Dos estudios llevados a cabo por investigadores de la Universitat de les Illes Balears (UIB) han detectado por un lado la presencia de metales pesados en los tejidos de tortugas bobas que han varado en Baleares y por otro que la gran mayoría ha ingerido plásticos.

El primero de los estudios ha cuantificado la presencia de cadmio, mercurio y plomo en los tejidos de 11 tortugas (9 que llegaron muertas a las costas de Baleares y 2 que murieron en el centro de recuperación), en "cantidades bajas" pero similares a las halladas en otros estudios previos realizados en otros puntos del Mediterráneo.

La presencia de esos metales en los músculos de las tortugas bobas (Caretta caretta) procede de su alimentación y está relacionado con actividades humanas, sobre todo por el uso de hidrocarburos, ha explicado el investigador de la facultad de Ciencias de la UIB, Antoni Sureda, en una rueda de prensa en Palma Aquarium, donde se han presentado los resultados con motivo de la celebración del Día Mundial de las Tortugas Marinas.

"Son contaminantes de hidrocarburos básicamente, que, una vez en el medio marino, con las corrientes, se mueven por todas partes y como las tortugas circulan mucho, es difícil controlar la exposición", ha explicado y ha detallado que otras fuentes de esos metales son los vertidos y la combustión de la industria por la expulsión de humos.

Aunque la bioacumulación de esos metales es tóxica y puede derivar en problemas neuronales en los animales, entre otros, Sureda ha precisado que las concentraciones halladas en las tortugas estudiadas en las islas "a priori no sería preocupante, pero lo normal sería que no estuvieran".

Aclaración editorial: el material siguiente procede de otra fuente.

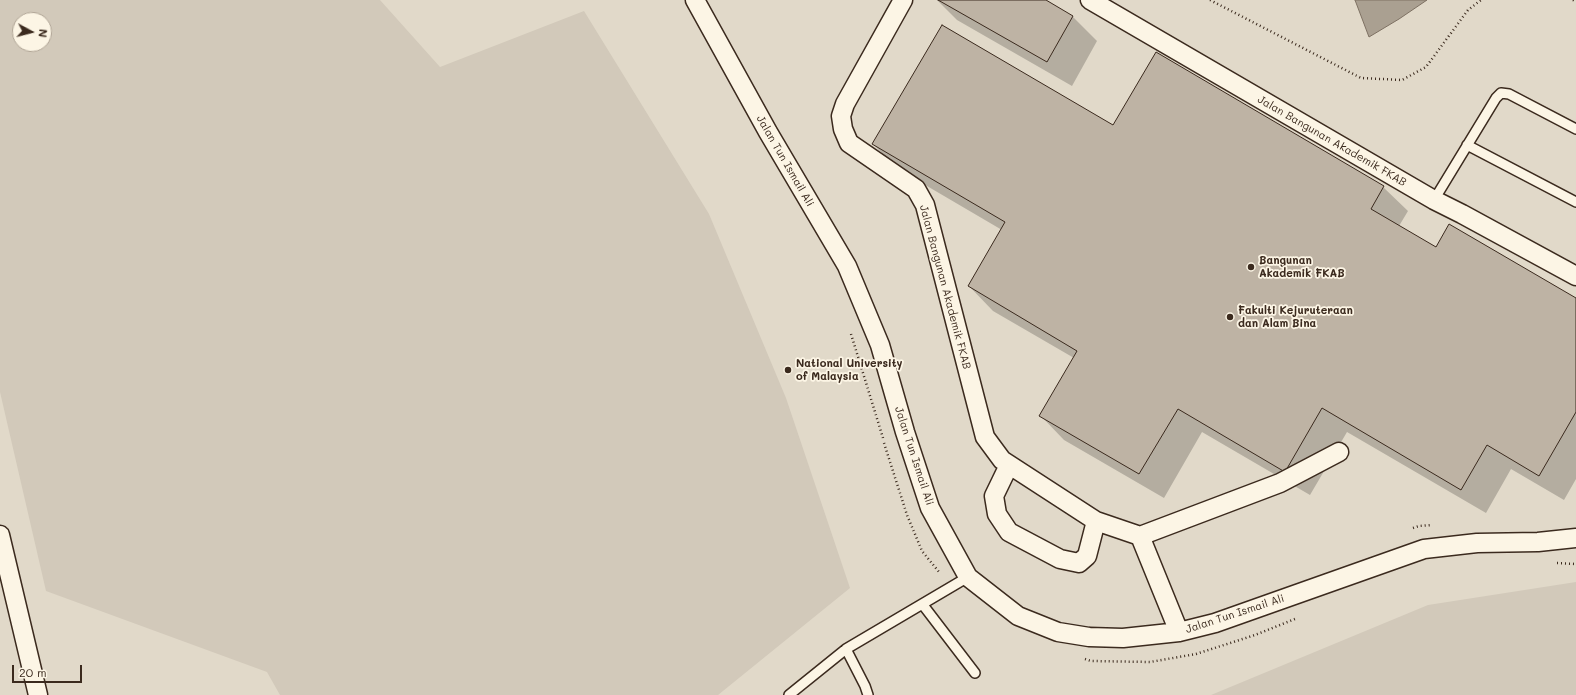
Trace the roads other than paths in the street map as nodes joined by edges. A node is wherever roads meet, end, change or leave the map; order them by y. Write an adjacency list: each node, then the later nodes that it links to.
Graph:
1 (695, 0): 15 (street, Jalan Tun Ismail Ali)
2 (903, 0): 10 (street, Jalan Bangunan Akademik FKAB)
3 (1090, 0): 6 (street, Jalan Bangunan Akademik FKAB)
4 (1576, 129): 5 (lane)
5 (1467, 145): 6 (lane); 7 (lane)
6 (1434, 200): 8 (street, Jalan Bangunan Akademik FKAB)
7 (1576, 202)
8 (1576, 276)
9 (1339, 452): 13 (street)
10 (1009, 465): 11 (street, Jalan Bangunan Akademik FKAB); 11 (street)
11 (1096, 521): 13 (street, Jalan Bangunan Akademik FKAB)
12 (0, 535): 20 (street)
13 (1140, 536): 17 (street)
14 (1576, 538): 17 (street, Jalan Tun Ismail Ali)
15 (961, 582): 16 (lane); 17 (street, Jalan Tun Ismail Ali)
16 (923, 605): 18 (lane); 19 (lane)
17 (1179, 632)
18 (846, 649): 21 (lane); 22 (lane)
19 (975, 674)
20 (38, 695)
21 (789, 695)
22 (868, 695)

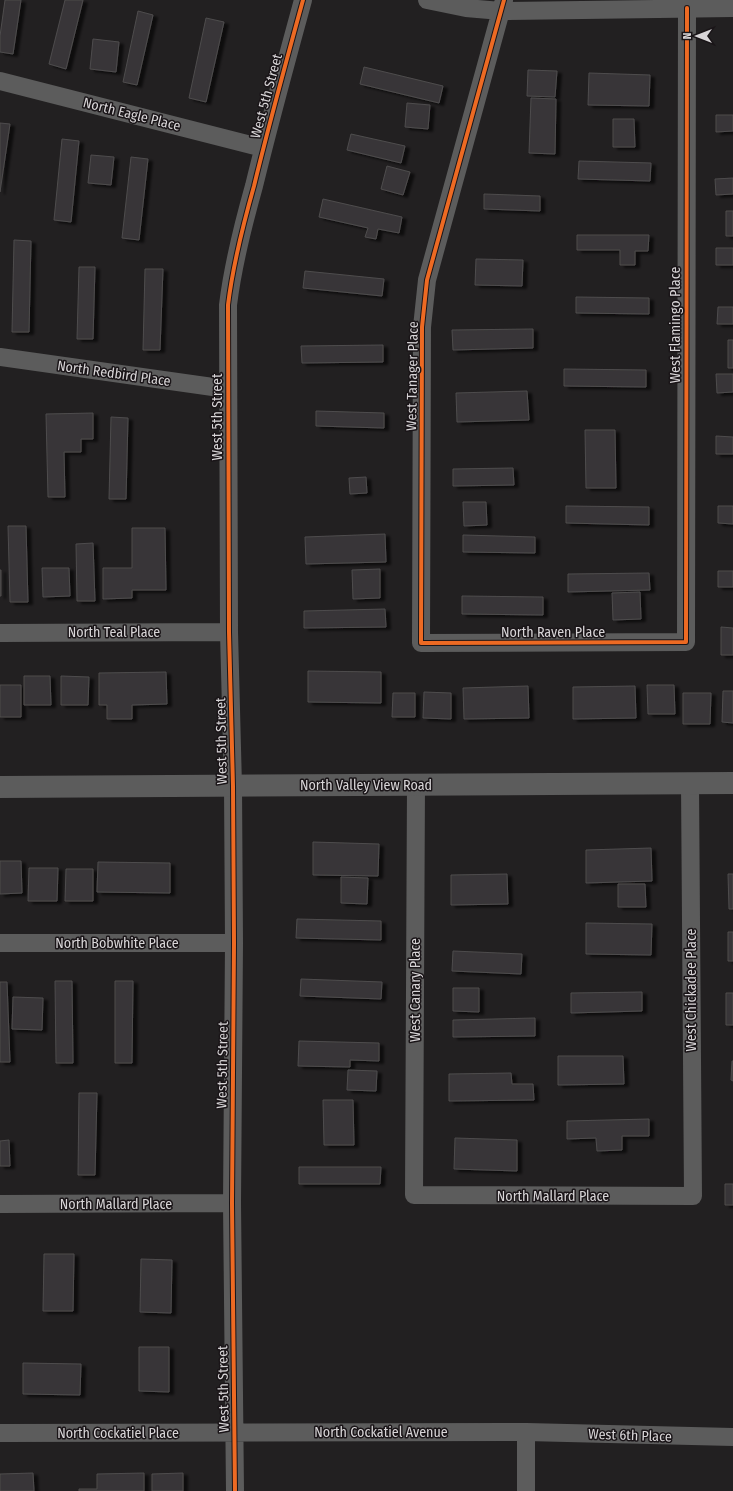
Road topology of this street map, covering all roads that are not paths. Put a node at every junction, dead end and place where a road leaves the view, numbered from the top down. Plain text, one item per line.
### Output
1 (303, 0) edge
2 (427, 0) edge
3 (502, 6) edge
4 (686, 8) junction
5 (733, 8) edge
6 (0, 81) edge
7 (263, 148) junction
8 (0, 357) edge
9 (227, 389) junction
10 (229, 632) junction
11 (0, 633) edge
12 (686, 642) joint
13 (421, 643) joint
14 (733, 783) edge
15 (416, 784) junction
16 (690, 784) junction
17 (233, 786) junction
18 (0, 787) edge
19 (0, 943) edge
20 (234, 943) junction
21 (414, 1195) joint
22 (693, 1196) joint
23 (232, 1203) junction
24 (0, 1204) edge
25 (526, 1432) junction
26 (0, 1433) edge
27 (235, 1433) junction
28 (733, 1437) edge
29 (235, 1491) edge
30 (526, 1491) edge

1 - 7 street, West 5th Street
2 - 3 street
3 - 4 street
3 - 13 street, West Tanager Place
4 - 5 street
4 - 12 street, West Flamingo Place
6 - 7 street, North Eagle Place
7 - 9 street, West 5th Street
8 - 9 street, North Redbird Place
9 - 10 street, West 5th Street
10 - 11 street, North Teal Place
10 - 17 street, West 5th Street
12 - 13 street, North Raven Place
14 - 16 street, North Valley View Road
15 - 16 street, North Valley View Road
15 - 17 street, North Valley View Road
15 - 21 street, West Canary Place
16 - 22 street, West Chickadee Place
17 - 18 street, North Valley View Road
17 - 20 street, West 5th Street
19 - 20 street, North Bobwhite Place
20 - 23 street, West 5th Street
21 - 22 street, North Mallard Place
23 - 24 street, North Mallard Place
23 - 27 street, West 5th Street
25 - 27 street, North Cockatiel Avenue
25 - 28 street, West 6th Place
25 - 30 street
26 - 27 street, North Cockatiel Place
27 - 29 street, West 5th Street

Los investigadores Antoni Sureda y Antònia Solomando. UIB

Sobre este primer estudio realizado en Baleares sobre la afectación de los metales pesados en tortugas, publicado en la revista Environmental Science and Pollution Research, Sureda ha destacado que el hallazgo "refleja que la problemática es global".

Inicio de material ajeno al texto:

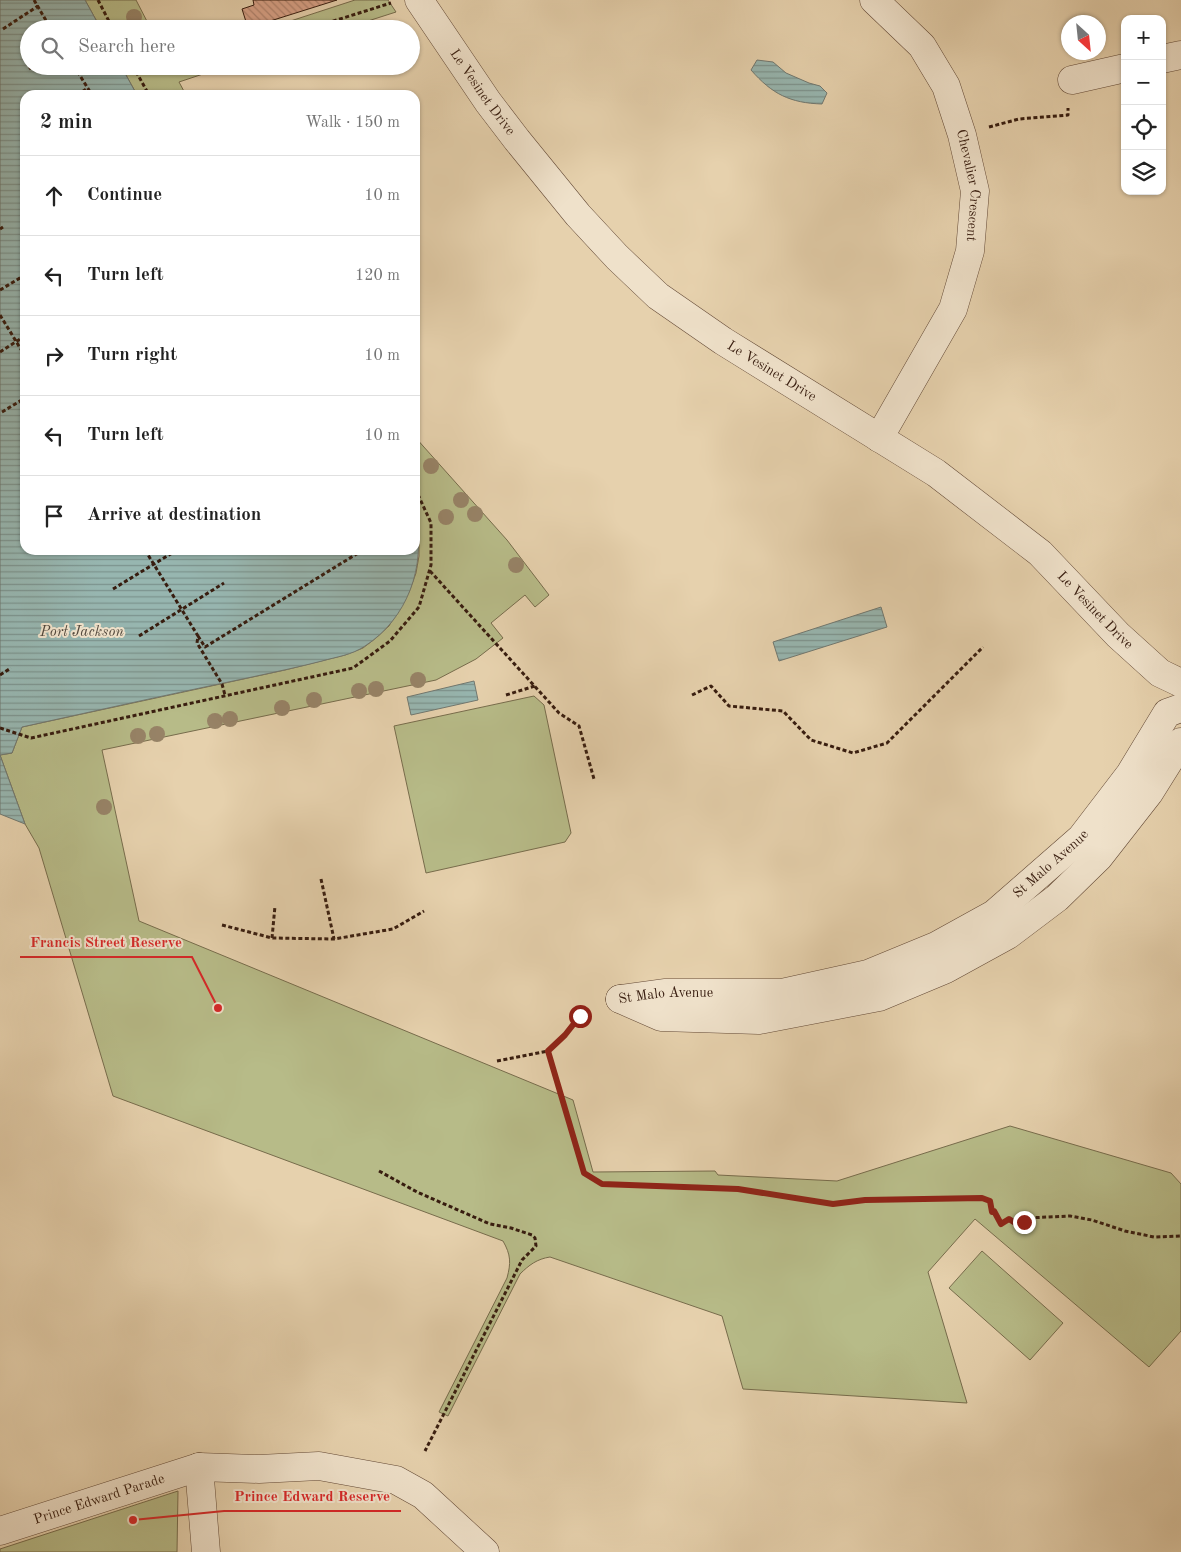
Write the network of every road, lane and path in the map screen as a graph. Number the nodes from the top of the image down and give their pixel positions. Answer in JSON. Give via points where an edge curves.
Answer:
{"nodes":[{"id":1,"x":34,"y":0,"type":"edge"},
{"id":2,"x":98,"y":0,"type":"edge"},
{"id":3,"x":419,"y":0,"type":"edge"},
{"id":4,"x":874,"y":0,"type":"edge"},
{"id":5,"x":388,"y":4,"type":"dead end"},
{"id":6,"x":38,"y":6,"type":"junction"},
{"id":7,"x":46,"y":20,"type":"edge"},
{"id":8,"x":108,"y":20,"type":"edge"},
{"id":9,"x":337,"y":20,"type":"edge"},
{"id":10,"x":3,"y":28,"type":"dead end"},
{"id":11,"x":1181,"y":55,"type":"edge"},
{"id":12,"x":1166,"y":58,"type":"edge"},
{"id":13,"x":1121,"y":69,"type":"edge"},
{"id":14,"x":80,"y":75,"type":"edge"},
{"id":15,"x":138,"y":75,"type":"edge"},
{"id":16,"x":1072,"y":80,"type":"joint"},
{"id":17,"x":88,"y":88,"type":"joint"},
{"id":18,"x":85,"y":90,"type":"edge"},
{"id":19,"x":146,"y":90,"type":"edge"},
{"id":20,"x":962,"y":135,"type":"junction"},
{"id":21,"x":20,"y":278,"type":"edge"},
{"id":22,"x":0,"y":290,"type":"edge"},
{"id":23,"x":0,"y":315,"type":"edge"},
{"id":24,"x":20,"y":339,"type":"edge"},
{"id":25,"x":16,"y":342,"type":"junction"},
{"id":26,"x":20,"y":348,"type":"edge"},
{"id":27,"x":0,"y":352,"type":"edge"},
{"id":28,"x":20,"y":401,"type":"edge"},
{"id":29,"x":2,"y":412,"type":"dead end"},
{"id":30,"x":879,"y":438,"type":"junction"},
{"id":31,"x":420,"y":499,"type":"edge"},
{"id":32,"x":148,"y":555,"type":"edge"},
{"id":33,"x":169,"y":555,"type":"edge"},
{"id":34,"x":354,"y":555,"type":"edge"},
{"id":35,"x":154,"y":564,"type":"junction"},
{"id":36,"x":430,"y":570,"type":"junction"},
{"id":37,"x":224,"y":583,"type":"dead end"},
{"id":38,"x":114,"y":589,"type":"dead end"},
{"id":39,"x":182,"y":610,"type":"junction"},
{"id":40,"x":139,"y":636,"type":"dead end"},
{"id":41,"x":198,"y":636,"type":"junction"},
{"id":42,"x":983,"y":647,"type":"dead end"},
{"id":43,"x":11,"y":668,"type":"dead end"},
{"id":44,"x":0,"y":675,"type":"edge"},
{"id":45,"x":1181,"y":683,"type":"edge"},
{"id":46,"x":535,"y":686,"type":"junction"},
{"id":47,"x":506,"y":694,"type":"dead end"},
{"id":48,"x":225,"y":695,"type":"junction"},
{"id":49,"x":692,"y":695,"type":"dead end"},
{"id":50,"x":1181,"y":708,"type":"edge"},
{"id":51,"x":0,"y":728,"type":"edge"},
{"id":52,"x":1181,"y":742,"type":"edge"},
{"id":53,"x":594,"y":779,"type":"dead end"},
{"id":54,"x":321,"y":879,"type":"dead end"},
{"id":55,"x":275,"y":906,"type":"dead end"},
{"id":56,"x":424,"y":911,"type":"dead end"},
{"id":57,"x":222,"y":925,"type":"dead end"},
{"id":58,"x":272,"y":938,"type":"junction"},
{"id":59,"x":334,"y":939,"type":"junction"},
{"id":60,"x":580,"y":1016,"type":"dead end"},
{"id":61,"x":548,"y":1051,"type":"junction"},
{"id":62,"x":497,"y":1061,"type":"dead end"},
{"id":63,"x":380,"y":1171,"type":"dead end"},
{"id":64,"x":1181,"y":1236,"type":"edge"},
{"id":65,"x":425,"y":1451,"type":"dead end"},
{"id":66,"x":199,"y":1467,"type":"junction"},
{"id":67,"x":0,"y":1531,"type":"edge"},
{"id":68,"x":206,"y":1552,"type":"edge"},
{"id":69,"x":484,"y":1552,"type":"edge"}],
"edges":[{"from":1,"to":6,"type":"path"},
{"from":2,"to":8,"type":"path"},
{"from":3,"to":30,"type":"street","name":"Le Vesinet Drive","via":[[517,140],[578,215],[624,264],[658,296],[723,341]]},
{"from":4,"to":20,"type":"street","name":"Chevalier Crescent","via":[[922,46],[946,86]]},
{"from":5,"to":9,"type":"path"},
{"from":6,"to":7,"type":"path"},
{"from":6,"to":10,"type":"path"},
{"from":11,"to":12,"type":"street"},
{"from":13,"to":16,"type":"street"},
{"from":14,"to":17,"type":"path"},
{"from":15,"to":19,"type":"path"},
{"from":16,"to":20,"type":"path","via":[[1068,114],[1019,119]]},
{"from":17,"to":18,"type":"path"},
{"from":20,"to":30,"type":"street","name":"Chevalier Crescent","via":[[975,191],[970,250],[953,309]]},
{"from":21,"to":22,"type":"path"},
{"from":23,"to":25,"type":"path"},
{"from":24,"to":25,"type":"path"},
{"from":25,"to":26,"type":"path"},
{"from":25,"to":27,"type":"path"},
{"from":28,"to":29,"type":"path"},
{"from":30,"to":45,"type":"street","name":"Le Vesinet Drive","via":[[936,473],[1040,553],[1118,635],[1160,673]]},
{"from":31,"to":36,"type":"path","via":[[431,523]]},
{"from":32,"to":35,"type":"path"},
{"from":33,"to":35,"type":"path"},
{"from":34,"to":41,"type":"path","via":[[205,647]]},
{"from":35,"to":38,"type":"path"},
{"from":35,"to":39,"type":"path"},
{"from":36,"to":46,"type":"path"},
{"from":36,"to":48,"type":"path","via":[[419,607],[390,641],[353,668]]},
{"from":37,"to":39,"type":"path"},
{"from":39,"to":40,"type":"path"},
{"from":39,"to":41,"type":"path"},
{"from":41,"to":48,"type":"path","via":[[197,643],[222,684]]},
{"from":42,"to":49,"type":"path","via":[[887,743],[853,753],[811,740],[783,711],[729,706],[711,686]]},
{"from":43,"to":44,"type":"path"},
{"from":46,"to":47,"type":"path"},
{"from":46,"to":53,"type":"path","via":[[560,713],[579,726]]},
{"from":48,"to":51,"type":"path","via":[[31,738]]},
{"from":50,"to":52,"type":"street","name":"St Malo Avenue","via":[[1167,713],[1130,774],[1081,838],[994,914],[936,946],[868,974],[782,993],[664,993],[620,999],[661,1018],[759,1020],[879,997],[946,969],[1008,935],[1057,898],[1099,857],[1149,793]]},
{"from":54,"to":59,"type":"path"},
{"from":55,"to":58,"type":"path"},
{"from":56,"to":59,"type":"path","via":[[393,929]]},
{"from":57,"to":58,"type":"path"},
{"from":58,"to":59,"type":"path"},
{"from":60,"to":61,"type":"path"},
{"from":61,"to":62,"type":"path"},
{"from":61,"to":64,"type":"path","via":[[584,1173],[602,1184],[738,1189],[833,1204],[865,1200],[982,1198],[990,1201],[992,1212],[1001,1224],[1009,1219],[1025,1226],[1027,1218],[1070,1216],[1154,1237]]},
{"from":63,"to":65,"type":"path","via":[[474,1218],[535,1238],[536,1246],[522,1260]]},
{"from":66,"to":67,"type":"street","name":"Prince Edward Parade"},
{"from":66,"to":68,"type":"street"},
{"from":66,"to":69,"type":"street","name":"Prince Edward Parade","via":[[319,1466],[396,1480],[423,1495]]}]}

La intención de los investigadores es dar continuidad a este estudio para hacer un seguimiento en el tiempo, porque varias investigaciones indican que en los últimos 20 años los niveles de plomo han disminuido, sobre todo porque "las gasolinas ya no llevan plomo", un hecho que demuestra que "si el hombre deja de usar determinados productos, se refleja en la naturaleza".

Un segundo estudio de la UIB ha analizado a nivel bioquímico el estrés oxidativo en 15 tortugas llegadas al Centro de Recuperación de Fauna Marina de la Fundación Palma Aquarium y ha detectado que los niveles, que están "disparados" cuando a su llegada, van descendiendo paulatinamente y, transcurrido un mes, a medida que avanza su recuperación física, se sitúan en niveles normales, lo que implica que, en ese plazo, "estarían listas para volver al mar", ha explicado Sureda.

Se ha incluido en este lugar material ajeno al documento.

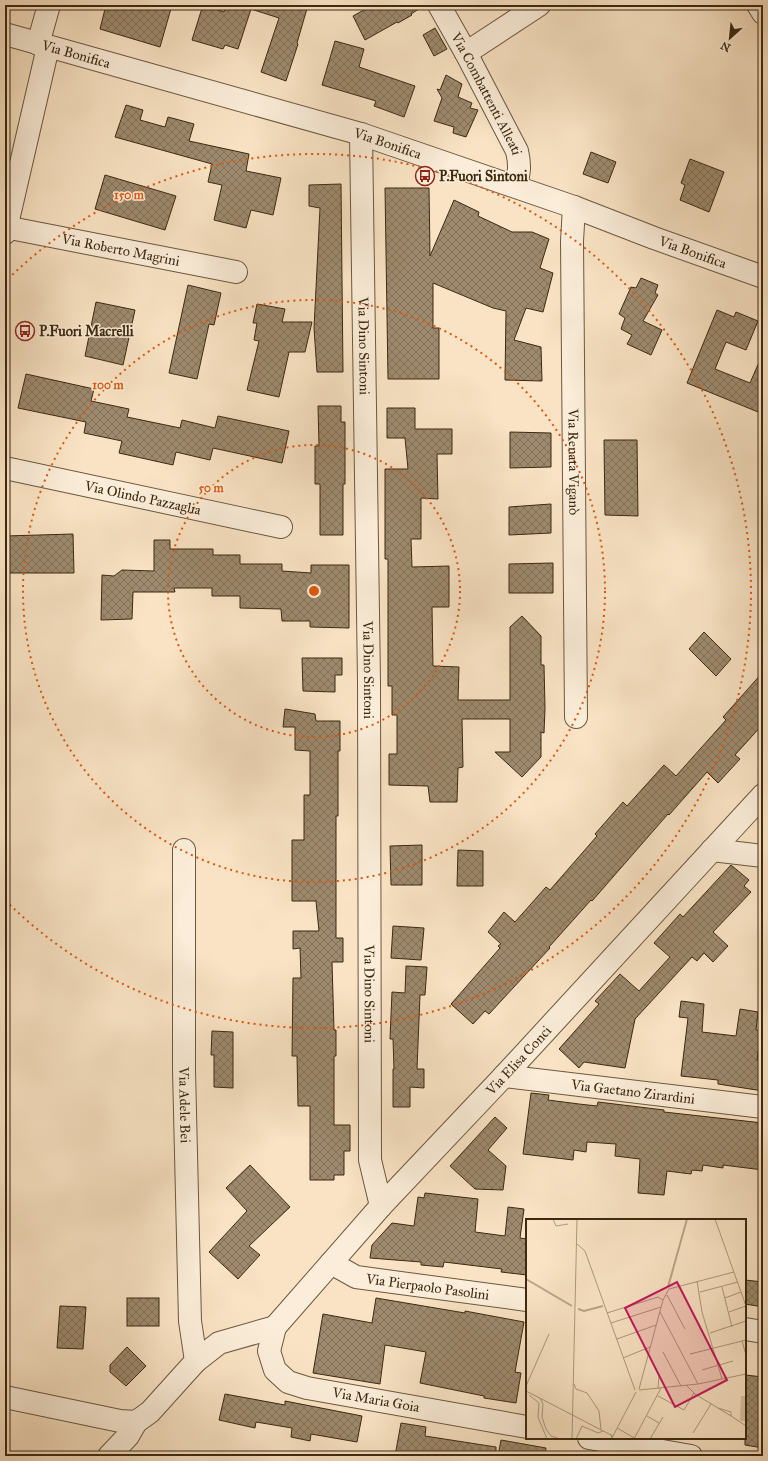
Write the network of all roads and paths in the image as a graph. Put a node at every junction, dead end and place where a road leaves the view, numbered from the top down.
1 (49, 5) edge
2 (439, 5) edge
3 (538, 5) edge
4 (758, 5) edge
5 (763, 13) edge
6 (5, 34) edge
7 (43, 45) junction
8 (466, 53) junction
9 (361, 134) junction
10 (515, 186) junction
11 (574, 207) junction
12 (5, 229) edge
13 (236, 272) dead end
14 (763, 277) edge
15 (5, 468) edge
16 (281, 527) dead end
17 (576, 717) dead end
18 (763, 795) edge
19 (184, 850) dead end
20 (712, 850) junction
21 (763, 856) edge
22 (504, 1076) junction
23 (763, 1107) edge
24 (381, 1206) junction
25 (331, 1263) junction
26 (526, 1300) edge
27 (275, 1327) junction
28 (746, 1329) edge
29 (763, 1332) edge
30 (196, 1360) junction
31 (5, 1397) edge
32 (136, 1422) junction
33 (526, 1427) edge
34 (595, 1439) edge
35 (109, 1456) edge
36 (691, 1456) edge

1 - 7 street
2 - 8 street, Via Combattenti Alleati
3 - 8 street
4 - 5 street
6 - 7 street, Via Bonifica
7 - 9 street, Via Bonifica
7 - 12 street
8 - 10 street, Via Combattenti Alleati
9 - 10 street, Via Bonifica
9 - 24 street, Via Dino Sintoni
10 - 11 street, Via Bonifica
11 - 14 street, Via Bonifica
11 - 17 street, Via Renata Viganò
12 - 13 street, Via Roberto Magrini
15 - 16 street, Via Olindo Pazzaglia
18 - 20 street, Via Elisa Conci
19 - 30 street, Via Adele Bei
20 - 21 street
20 - 22 street, Via Elisa Conci
22 - 23 street, Via Gaetano Zirardini
22 - 24 street, Via Elisa Conci
24 - 25 street, Via Elisa Conci
25 - 26 street, Via Pierpaolo Pasolini
25 - 27 street, Via Elisa Conci
27 - 30 street
27 - 33 street, Via Maria Goia
28 - 29 street
30 - 32 street
31 - 32 street
32 - 35 street
34 - 36 street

Han aprovechado este estudio, publicado en Science of the Total Environment, para determinar también el sexo de las tortugas, que es indistinguible hasta que son adultas, mediante la medición de hormonas, con una pequeña muestra de sangre.

Sureda ha explicado que la importancia de este estudio es que revela que el manejo de las tortugas logra descender su estrés oxidativo y permite "conocer más la especie para poder tomar medidas para mejorar su manejo y conservación".

Una tortuga marina en una playa. UIB

Por otra parte, la investigadora Antonia Solomando, que dedica el doctorado en Ecología Marina que está llevando a cabo al estudio del impacto de plásticos en la fauna marina del Mar de Baleares, ha asegurado que casi todas las tortugas marinas estudiadas (también analiza cetáceos) los habían ingerido.

"En la gran mayoría de tortugas encontramos plásticos", ha explicado, tanto en las halladas muertas al estudiar su aparato digestivo, como en las que llegan vivas al centro de recuperación y los acaban excretando.

Sureda ha recalcado que, al igual que con los metales pesados, "el plástico también es un problema ubicuo". Ha reivindicado que "hay que actuar de verdad", reduciendo y suprimiendo su uso y ha advertido de que ya hay estudios que señalan que "lo que llaman ahora bolsas biodegradables está causando el mismo problema que antes, se acabarán deshaciendo, pero mientras tanto terminan en el mar".

"El problema no es sustituir una cosa por otra sino ir hacia la reducción", ha recalcado.